### Exercise objective:
Leave out the pictures and transcribe every entry below exactly.

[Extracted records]
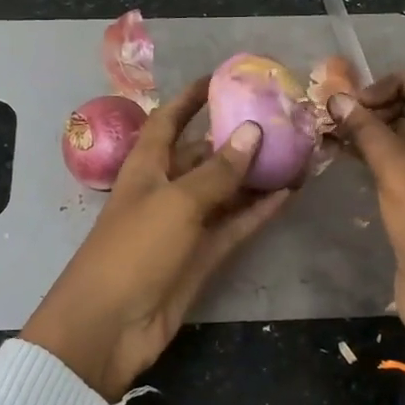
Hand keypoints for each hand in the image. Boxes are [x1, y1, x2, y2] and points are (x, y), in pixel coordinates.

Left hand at [22, 81, 291, 400]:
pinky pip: (233, 226)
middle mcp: (165, 190)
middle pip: (202, 155)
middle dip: (233, 138)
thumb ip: (217, 171)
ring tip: (293, 153)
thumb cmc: (134, 250)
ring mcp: (184, 225)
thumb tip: (252, 131)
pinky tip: (287, 194)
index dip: (189, 100)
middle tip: (277, 119)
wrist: (110, 326)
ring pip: (224, 191)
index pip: (167, 121)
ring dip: (254, 175)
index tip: (219, 79)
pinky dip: (257, 211)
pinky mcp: (200, 257)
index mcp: (146, 167)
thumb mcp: (176, 202)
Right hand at [327, 67, 404, 366]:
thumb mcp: (399, 170)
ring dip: (377, 129)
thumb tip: (334, 98)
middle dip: (383, 104)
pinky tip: (345, 150)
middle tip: (341, 113)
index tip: (358, 98)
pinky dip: (381, 152)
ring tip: (335, 128)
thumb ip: (366, 129)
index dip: (397, 82)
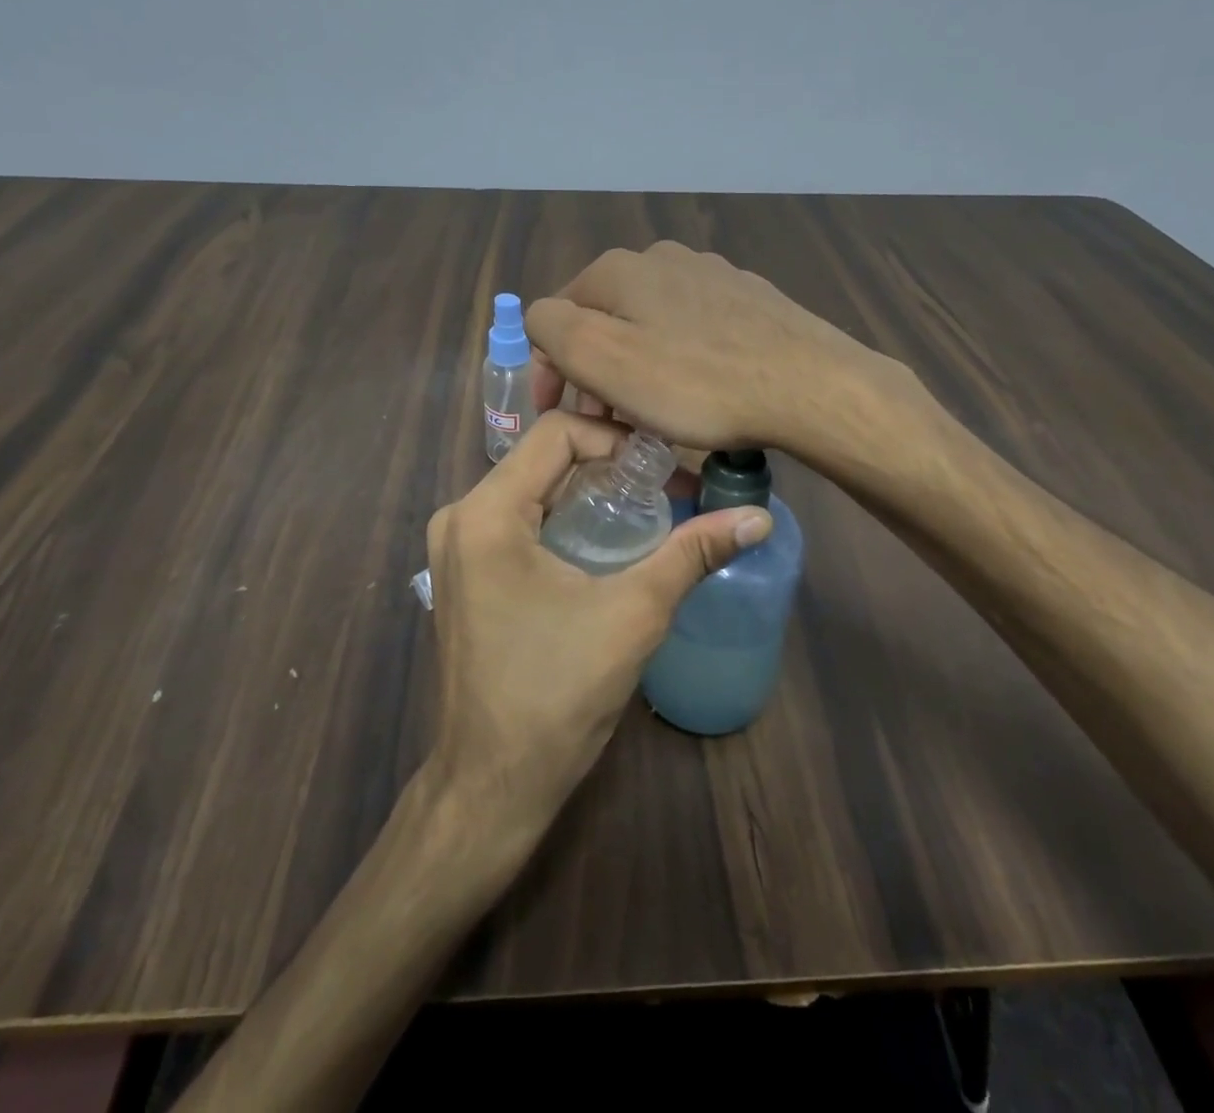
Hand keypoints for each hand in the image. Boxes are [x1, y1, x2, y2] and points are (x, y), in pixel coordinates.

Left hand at [422, 410, 770, 834]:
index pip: (556, 432)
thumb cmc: (557, 694)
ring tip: (647, 510)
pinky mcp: (464, 573)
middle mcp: (461, 516)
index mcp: (486, 512)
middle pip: (543, 459)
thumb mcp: (632, 614)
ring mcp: (456, 547)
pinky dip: (564, 518)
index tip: (666, 466)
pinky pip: (518, 520)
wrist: (493, 782)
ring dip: (589, 492)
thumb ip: (692, 554)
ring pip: (532, 489)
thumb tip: (757, 518)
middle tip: (667, 486)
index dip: (617, 438)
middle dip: (608, 465)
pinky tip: (607, 541)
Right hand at [526, 241, 885, 453]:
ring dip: (636, 369)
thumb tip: (545, 320)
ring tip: (652, 416)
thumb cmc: (696, 382)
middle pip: (605, 320)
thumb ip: (553, 328)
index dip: (550, 370)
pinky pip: (692, 331)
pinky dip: (679, 362)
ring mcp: (711, 275)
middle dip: (595, 372)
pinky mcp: (749, 299)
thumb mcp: (602, 357)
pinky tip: (700, 392)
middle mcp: (662, 259)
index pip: (555, 316)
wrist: (810, 385)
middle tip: (607, 424)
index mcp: (619, 269)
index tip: (562, 416)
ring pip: (649, 326)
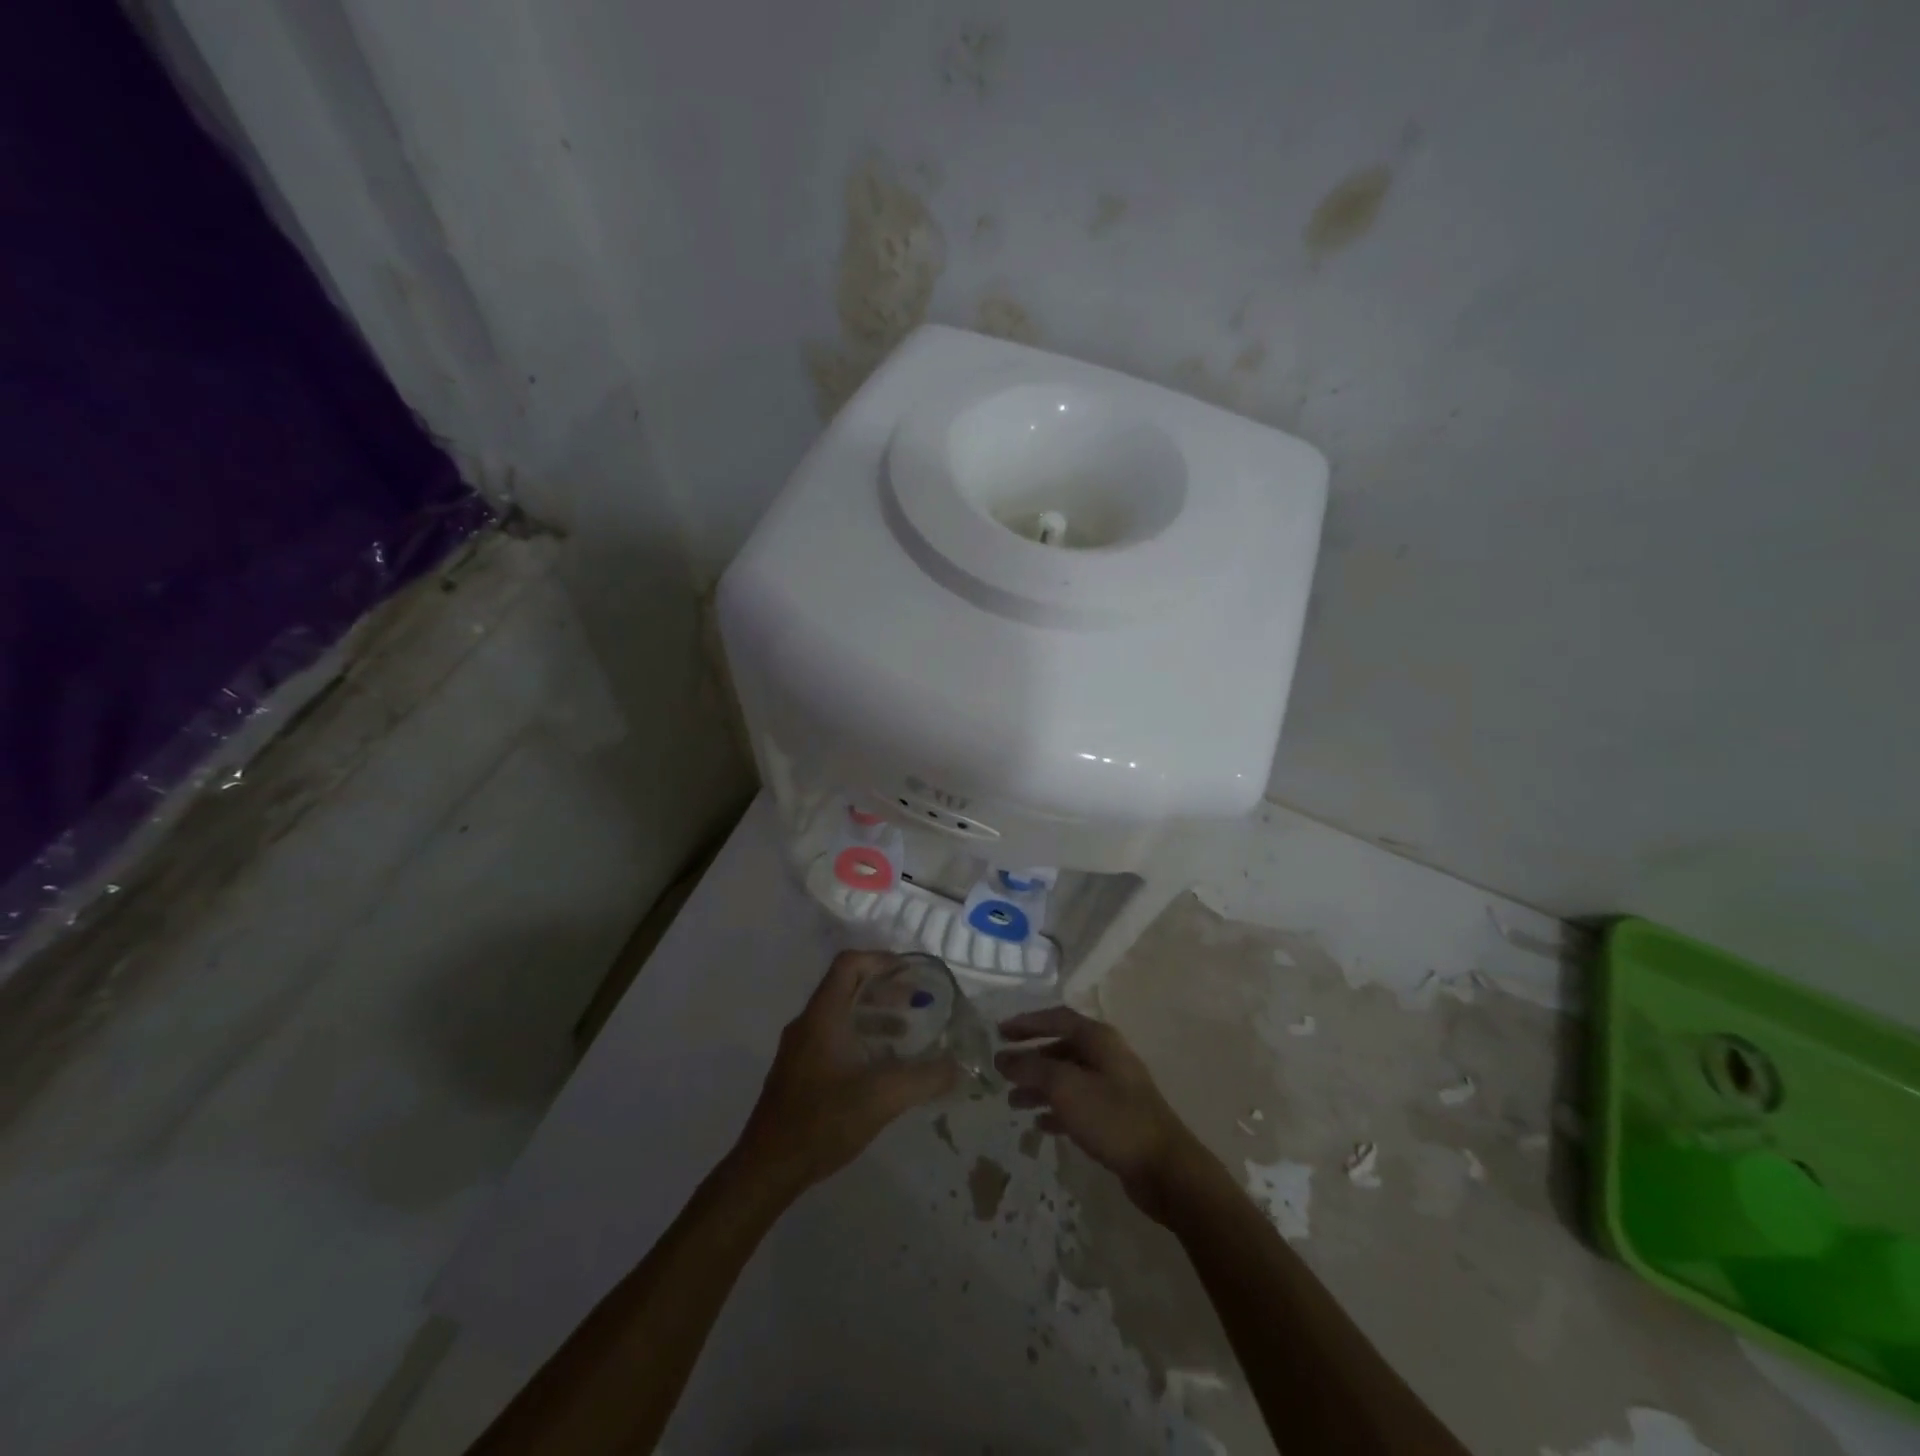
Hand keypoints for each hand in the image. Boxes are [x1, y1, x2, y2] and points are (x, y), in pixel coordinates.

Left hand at [734, 952, 958, 1194]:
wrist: (767, 1168)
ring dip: (874, 1016)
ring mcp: (799, 1049)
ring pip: (840, 1015)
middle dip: (884, 990)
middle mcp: (808, 1024)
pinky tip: (880, 1068)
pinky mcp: (798, 1073)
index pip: (849, 964)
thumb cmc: (822, 1120)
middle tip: (916, 1002)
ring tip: (905, 1034)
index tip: (910, 973)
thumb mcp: (882, 1096)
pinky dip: (860, 1039)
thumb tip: (958, 1066)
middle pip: (846, 987)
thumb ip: (924, 1078)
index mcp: (823, 1015)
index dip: (880, 960)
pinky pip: (833, 1038)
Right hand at [997, 1006, 1208, 1222]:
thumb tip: (1002, 1057)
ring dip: (1040, 1087)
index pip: (1057, 1018)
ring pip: (1068, 1078)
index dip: (1027, 1023)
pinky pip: (1078, 1104)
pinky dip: (1057, 1110)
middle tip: (1002, 1070)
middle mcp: (1107, 1057)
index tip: (999, 1032)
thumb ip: (1031, 1069)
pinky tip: (1039, 1124)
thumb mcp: (1065, 1088)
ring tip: (1013, 1102)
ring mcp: (1113, 1087)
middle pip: (1061, 1048)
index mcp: (1099, 1039)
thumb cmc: (1113, 1117)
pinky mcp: (1116, 1117)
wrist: (1164, 1168)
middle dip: (1031, 1059)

### Exercise answer:
Hand keypoints for each hand in the image. Boxes are [x1, y1, x2, y2] and points are (x, y), in pixel coordinates.

Left hand at [22, 81, 291, 400]:
pinky pip: (233, 226)
middle mcp: (165, 190)
middle pip: (202, 155)
middle dip: (233, 138)
thumb ip: (217, 171)
ring tip: (293, 153)
thumb cmc: (134, 250)
ring mcp: (184, 225)
thumb tip: (252, 131)
pinky tip: (287, 194)
index dip: (189, 100)
middle tip: (277, 119)
wrist: (110, 326)
ring pip: (224, 191)
index pip: (167, 121)
ring dip: (254, 175)
index tip: (219, 79)
pinky dip: (257, 211)
pinky mcp: (200, 257)
index mcp: (146, 167)
thumb mcp: (176, 202)
Right hand at [327, 67, 404, 366]:
thumb mcp: (399, 170)
ring dip: (377, 129)
thumb tip: (334, 98)
middle dip: (383, 104)
pinky tip: (345, 150)
middle tip: (341, 113)
index tip: (358, 98)
pinky dip: (381, 152)
ring tip: (335, 128)
thumb ip: (366, 129)
index dip: (397, 82)
Hand keypoints for each hand in the image. Boxes are [x1, y1, x2, y2] and points are (x, y), in pixel coordinates.

Left hand at [422, 410, 770, 834]:
index pip: (556, 432)
thumb cmc: (557, 694)
ring tip: (647, 510)
pinky mcp: (464, 573)
middle mcp: (461, 516)
index mcp: (486, 512)
middle pip: (543, 459)
thumb mcp: (632, 614)
ring mcp: (456, 547)
pinky dip: (564, 518)
index tip: (666, 466)
pinky pip: (518, 520)
wrist: (493, 782)
ring dip: (589, 492)
thumb ip: (692, 554)
ring pip: (532, 489)
thumb tip: (757, 518)
middle tip: (667, 486)
index dip: (617, 438)
middle dip: (608, 465)
pinky tip: (607, 541)
Right hand at [526, 241, 885, 453]:
ring dip: (636, 369)
thumb tip: (545, 320)
ring tip: (652, 416)
thumb cmc: (696, 382)
middle pip: (605, 320)
thumb ip: (553, 328)
index dip: (550, 370)
pinky pip: (692, 331)
pinky dip: (679, 362)
ring mcp: (711, 275)
middle dip: (595, 372)
pinky mcp: (749, 299)
thumb mcp: (602, 357)
pinky tip: (700, 392)
middle mcp: (662, 259)
index pip: (555, 316)
wrist: (810, 385)
middle tip: (607, 424)
index mcp: (619, 269)
index tip: (562, 416)
ring pip: (649, 326)
Hand keypoints for each hand in the image. Boxes are [x1, y1, x2, y2] and points are (x, y), in pixel coordinates.

Left hand at [734, 952, 958, 1194]:
wrist: (767, 1168)
ring dip: (874, 1016)
ring mcp: (799, 1049)
ring pip: (840, 1015)
middle dip: (884, 990)
middle mcp: (808, 1024)
pinky tip: (880, 1068)
pinky mcp: (798, 1073)
index pip: (849, 964)
thumb cmc: (822, 1120)
middle tip: (916, 1002)
ring tip: (905, 1034)
index tip: (910, 973)
thumb mcp: (882, 1096)
pinky dip: (860, 1039)
thumb tip: (958, 1066)
middle pip: (846, 987)
thumb ip: (924, 1078)
index mcp: (823, 1015)
index dip: (880, 960)
pinky pip: (833, 1038)
Right hand at [997, 1006, 1208, 1222]:
thumb tip: (1002, 1057)
ring dip: (1040, 1087)
index pip: (1057, 1018)
ring pip: (1068, 1078)
index dip: (1027, 1023)
pinky pip: (1078, 1104)
pinky dip: (1057, 1110)
middle tip: (1002, 1070)
middle mcp: (1107, 1057)
index tip: (999, 1032)
thumb ip: (1031, 1069)
pinky tip: (1039, 1124)
thumb mcp: (1065, 1088)
ring tip: (1013, 1102)
ring mcp: (1113, 1087)
middle pip: (1061, 1048)
index mcp: (1099, 1039)
thumb cmc: (1113, 1117)
pinky mcp: (1116, 1117)
wrist: (1164, 1168)
middle dip: (1031, 1059)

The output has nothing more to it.